===== Records for this exercise =====

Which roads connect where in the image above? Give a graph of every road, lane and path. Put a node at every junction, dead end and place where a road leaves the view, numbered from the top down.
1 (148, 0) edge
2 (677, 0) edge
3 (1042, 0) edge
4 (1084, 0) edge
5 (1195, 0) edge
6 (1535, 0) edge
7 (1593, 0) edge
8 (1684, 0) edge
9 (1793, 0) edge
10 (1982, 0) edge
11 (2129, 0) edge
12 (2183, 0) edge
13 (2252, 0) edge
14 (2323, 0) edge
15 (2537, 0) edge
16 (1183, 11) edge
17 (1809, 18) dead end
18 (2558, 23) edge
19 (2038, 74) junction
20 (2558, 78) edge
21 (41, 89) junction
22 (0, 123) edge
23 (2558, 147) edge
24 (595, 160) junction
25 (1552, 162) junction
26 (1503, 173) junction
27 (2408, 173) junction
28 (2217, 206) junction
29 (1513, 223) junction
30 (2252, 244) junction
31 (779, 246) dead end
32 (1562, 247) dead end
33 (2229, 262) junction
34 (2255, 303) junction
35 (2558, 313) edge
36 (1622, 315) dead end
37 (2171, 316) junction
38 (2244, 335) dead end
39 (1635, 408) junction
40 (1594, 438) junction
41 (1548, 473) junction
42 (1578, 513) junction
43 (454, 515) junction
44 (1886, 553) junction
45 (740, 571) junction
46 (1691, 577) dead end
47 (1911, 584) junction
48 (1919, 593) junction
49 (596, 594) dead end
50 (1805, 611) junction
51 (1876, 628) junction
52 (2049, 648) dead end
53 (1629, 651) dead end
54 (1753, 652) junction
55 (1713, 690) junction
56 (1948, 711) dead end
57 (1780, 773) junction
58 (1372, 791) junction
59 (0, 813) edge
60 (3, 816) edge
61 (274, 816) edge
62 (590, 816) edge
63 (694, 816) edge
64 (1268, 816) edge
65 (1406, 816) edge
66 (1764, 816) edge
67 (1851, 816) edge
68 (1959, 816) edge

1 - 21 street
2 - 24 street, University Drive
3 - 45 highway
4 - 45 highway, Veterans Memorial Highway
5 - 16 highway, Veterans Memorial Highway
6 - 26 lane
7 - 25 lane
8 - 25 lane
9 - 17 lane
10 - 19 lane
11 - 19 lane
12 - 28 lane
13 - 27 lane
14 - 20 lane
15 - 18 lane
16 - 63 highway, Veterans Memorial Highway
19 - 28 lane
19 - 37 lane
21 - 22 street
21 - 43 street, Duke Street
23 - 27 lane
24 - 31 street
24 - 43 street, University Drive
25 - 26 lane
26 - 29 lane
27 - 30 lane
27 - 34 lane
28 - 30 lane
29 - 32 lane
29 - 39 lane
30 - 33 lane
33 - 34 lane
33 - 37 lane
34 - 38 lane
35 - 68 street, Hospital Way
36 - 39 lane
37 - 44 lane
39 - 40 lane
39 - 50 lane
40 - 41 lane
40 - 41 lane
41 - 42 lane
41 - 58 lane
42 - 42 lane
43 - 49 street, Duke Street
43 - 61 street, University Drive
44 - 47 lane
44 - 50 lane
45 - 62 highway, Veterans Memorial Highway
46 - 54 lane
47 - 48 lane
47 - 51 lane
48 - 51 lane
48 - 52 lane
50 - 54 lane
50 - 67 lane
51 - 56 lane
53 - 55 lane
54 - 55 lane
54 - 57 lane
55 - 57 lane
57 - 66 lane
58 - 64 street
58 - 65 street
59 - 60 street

=====

Task goal → When a line of the records includes "Memorial", that line belongs in the answer.

Task result →
4 - 45 highway, Veterans Memorial Highway
5 - 16 highway, Veterans Memorial Highway
16 - 63 highway, Veterans Memorial Highway
45 - 62 highway, Veterans Memorial Highway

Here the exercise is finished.